» Exercise prompt: Make an exact copy of the entries below, with all images left out.

» Collected data:
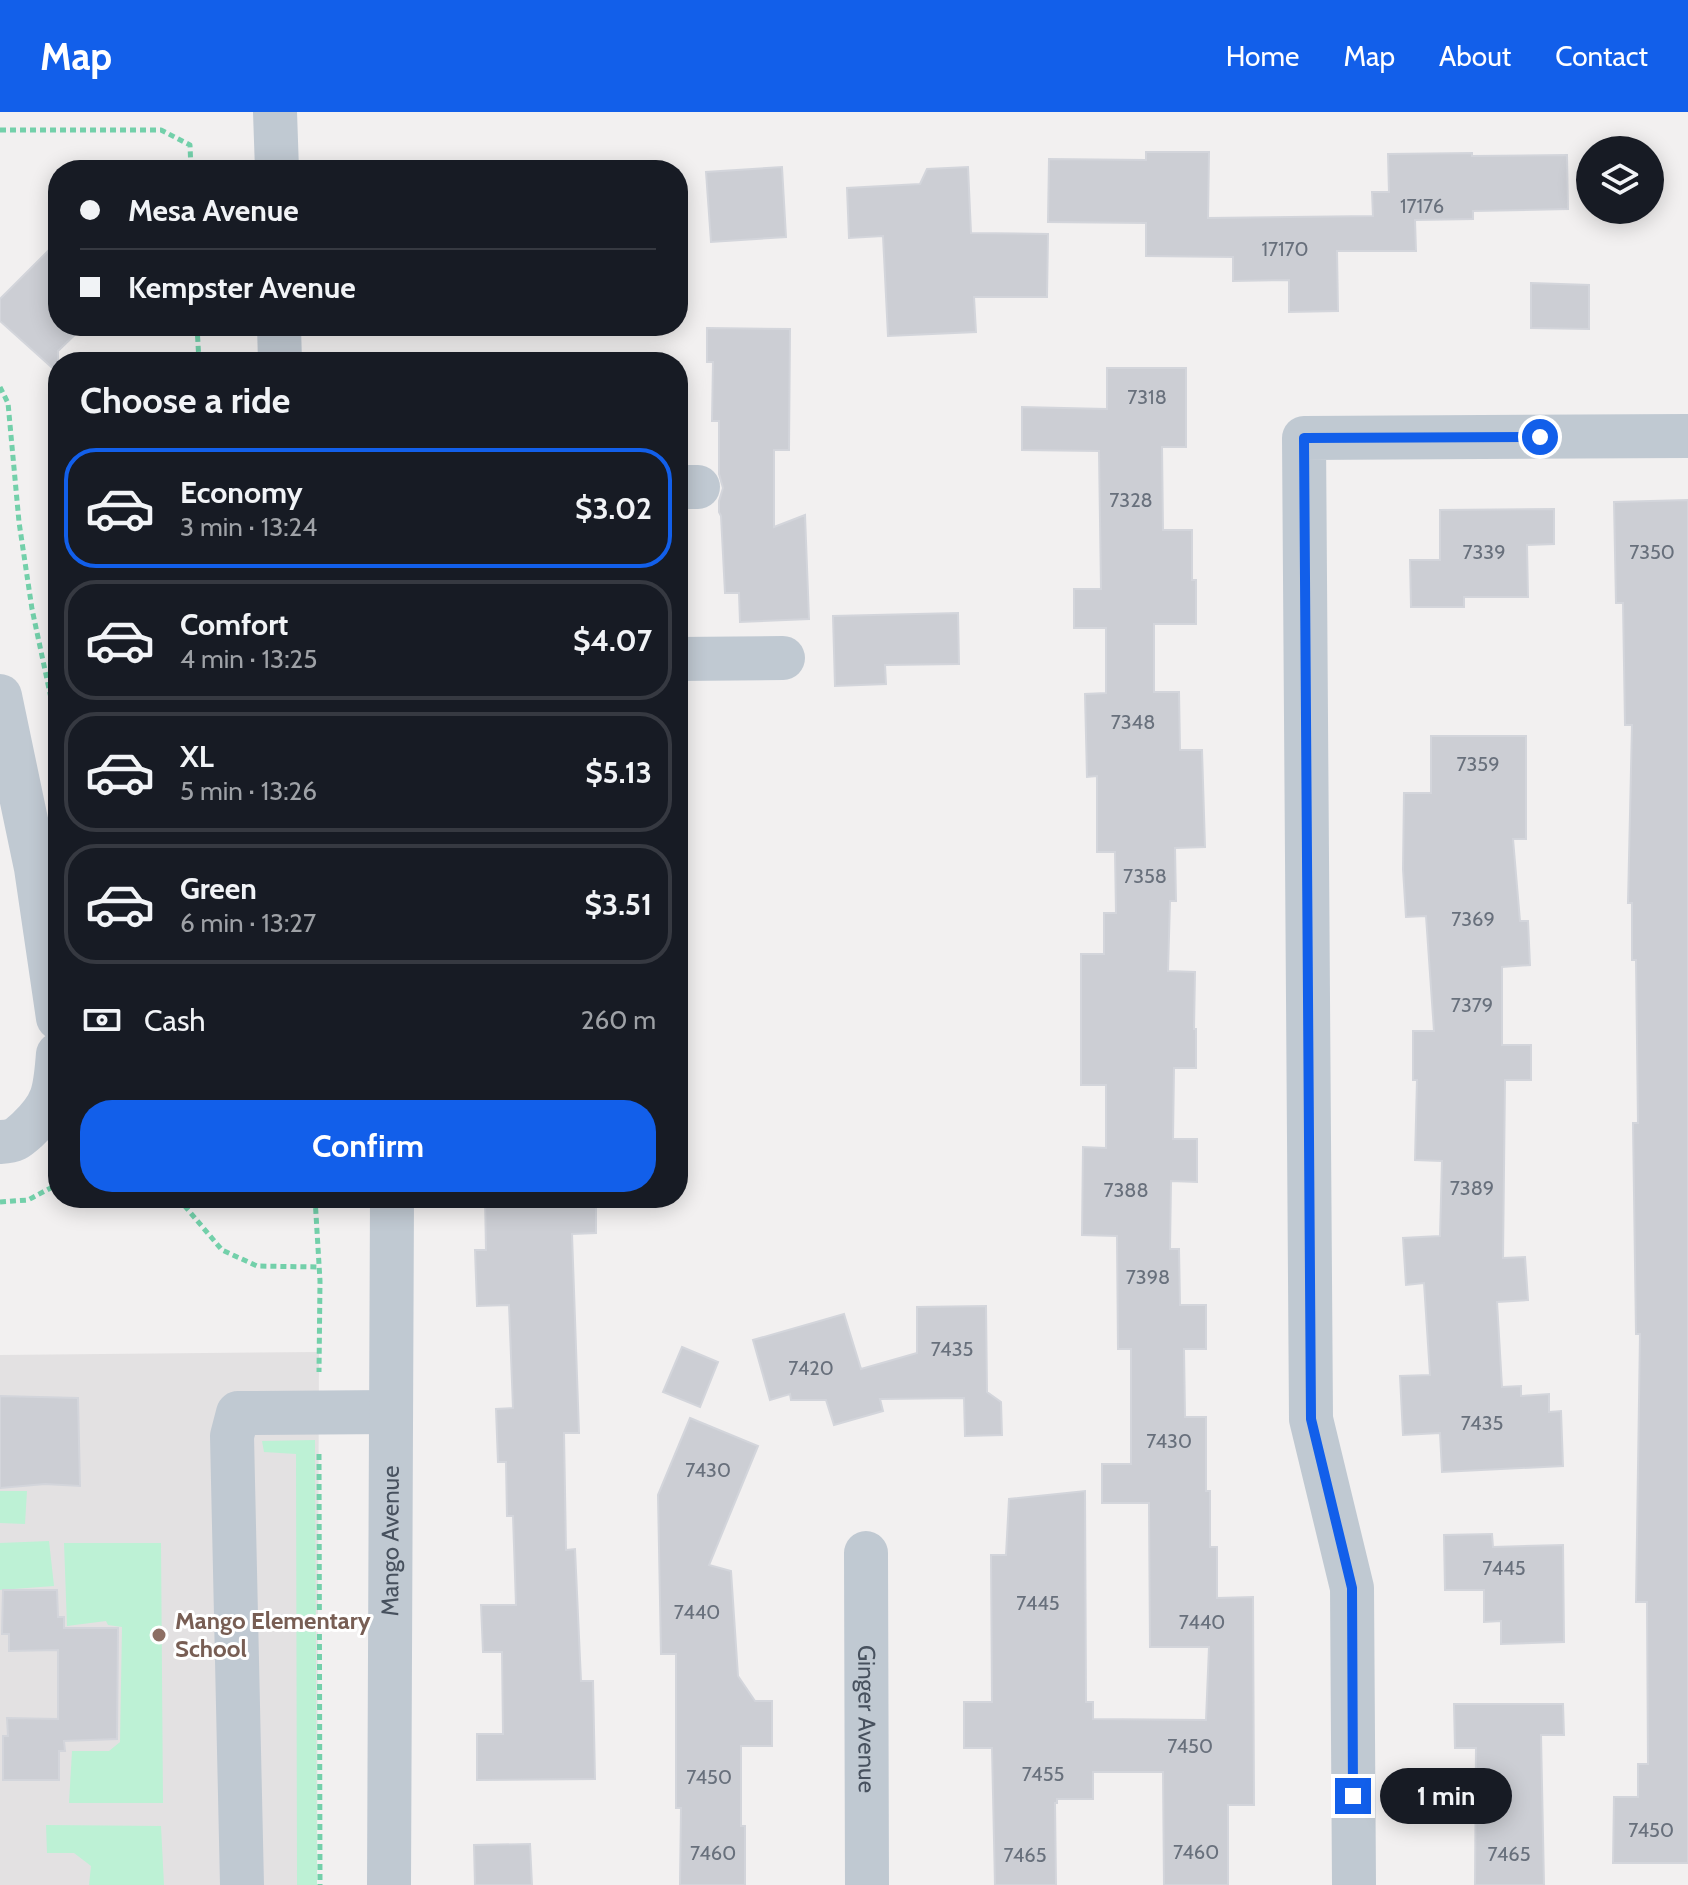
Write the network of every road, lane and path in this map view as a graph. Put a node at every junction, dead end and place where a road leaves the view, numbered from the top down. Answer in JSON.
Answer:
{"nodes":[{"id":1,"x":275,"y":112,"type":"edge"},
{"id":2,"x":0,"y":130,"type":"edge"},
{"id":3,"x":191,"y":160,"type":"edge"},
{"id":4,"x":277,"y":160,"type":"edge"},
{"id":5,"x":0,"y":387,"type":"edge"},
{"id":6,"x":1688,"y":436,"type":"edge"},
{"id":7,"x":783,"y":658,"type":"dead end"},
{"id":8,"x":688,"y":659,"type":"edge"},
{"id":9,"x":48,"y":684,"type":"edge"},
{"id":10,"x":0,"y":696,"type":"edge"},
{"id":11,"x":48,"y":950,"type":"edge"},
{"id":12,"x":48,"y":1105,"type":"edge"},
{"id":13,"x":0,"y":1142,"type":"edge"},
{"id":14,"x":48,"y":1189,"type":"edge"},
{"id":15,"x":0,"y":1202,"type":"edge"},
{"id":16,"x":186,"y":1208,"type":"edge"},
{"id":17,"x":316,"y":1208,"type":"edge"},
{"id":18,"x":392,"y":1208,"type":"edge"},
{"id":19,"x":319,"y":1267,"type":"junction"},
{"id":20,"x":391,"y":1412,"type":"junction"},
{"id":21,"x":319,"y":1413,"type":"junction"},
{"id":22,"x":866,"y":1553,"type":"dead end"},
{"id":23,"x":242,"y":1885,"type":"edge"},
{"id":24,"x":320,"y":1885,"type":"edge"},
{"id":25,"x":389,"y":1885,"type":"edge"},
{"id":26,"x":867,"y":1885,"type":"edge"},
{"id":27,"x":1354,"y":1885,"type":"edge"}],
"edges":[{"from":1,"to":4,"type":"street"},
{"from":2,"to":3,"type":"path"},
{"from":5,"to":9,"type":"path"},
{"from":6,"to":27,"type":"street"},
{"from":7,"to":8,"type":"street"},
{"from":10,"to":11,"type":"street"},
{"from":12,"to":13,"type":"street"},
{"from":14,"to":15,"type":"path"},
{"from":16,"to":19,"type":"path"},
{"from":17,"to":19,"type":"path"},
{"from":18,"to":20,"type":"street","name":"Mango Avenue"},
{"from":19,"to":21,"type":"path"},
{"from":20,"to":21,"type":"street"},
{"from":20,"to":25,"type":"street","name":"Mango Avenue"},
{"from":21,"to":23,"type":"street"},
{"from":21,"to":24,"type":"path"},
{"from":22,"to":26,"type":"street","name":"Ginger Avenue"}]}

» The completed task:
Write the network of every road, lane and path in this map view as a graph. Put a node at every junction, dead end and place where a road leaves the view, numbered from the top down. Answer in JSON.
Answer:
{"nodes":[{"id":1,"x":275,"y":112,"type":"edge"},
{"id":2,"x":0,"y":130,"type":"edge"},
{"id":3,"x":191,"y":160,"type":"edge"},
{"id":4,"x":277,"y":160,"type":"edge"},
{"id":5,"x":0,"y":387,"type":"edge"},
{"id":6,"x":1688,"y":436,"type":"edge"},
{"id":7,"x":783,"y":658,"type":"dead end"},
{"id":8,"x":688,"y":659,"type":"edge"},
{"id":9,"x":48,"y":684,"type":"edge"},
{"id":10,"x":0,"y":696,"type":"edge"},
{"id":11,"x":48,"y":950,"type":"edge"},
{"id":12,"x":48,"y":1105,"type":"edge"},
{"id":13,"x":0,"y":1142,"type":"edge"},
{"id":14,"x":48,"y":1189,"type":"edge"},
{"id":15,"x":0,"y":1202,"type":"edge"},
{"id":16,"x":186,"y":1208,"type":"edge"},
{"id":17,"x":316,"y":1208,"type":"edge"},
{"id":18,"x":392,"y":1208,"type":"edge"},
{"id":19,"x":319,"y":1267,"type":"junction"},
{"id":20,"x":391,"y":1412,"type":"junction"},
{"id":21,"x":319,"y":1413,"type":"junction"},
{"id":22,"x":866,"y":1553,"type":"dead end"},
{"id":23,"x":242,"y":1885,"type":"edge"},
{"id":24,"x":320,"y":1885,"type":"edge"},
{"id":25,"x":389,"y":1885,"type":"edge"},
{"id":26,"x":867,"y":1885,"type":"edge"},
{"id":27,"x":1354,"y":1885,"type":"edge"}],
"edges":[{"from":1,"to":4,"type":"street"},
{"from":2,"to":3,"type":"path"},
{"from":5,"to":9,"type":"path"},
{"from":6,"to":27,"type":"street"},
{"from":7,"to":8,"type":"street"},
{"from":10,"to":11,"type":"street"},
{"from":12,"to":13,"type":"street"},
{"from":14,"to":15,"type":"path"},
{"from":16,"to":19,"type":"path"},
{"from":17,"to":19,"type":"path"},
{"from":18,"to":20,"type":"street","name":"Mango Avenue"},
{"from":19,"to":21,"type":"path"},
{"from":20,"to":21,"type":"street"},
{"from":20,"to":25,"type":"street","name":"Mango Avenue"},
{"from":21,"to":23,"type":"street"},
{"from":21,"to":24,"type":"path"},
{"from":22,"to":26,"type":"street","name":"Ginger Avenue"}]}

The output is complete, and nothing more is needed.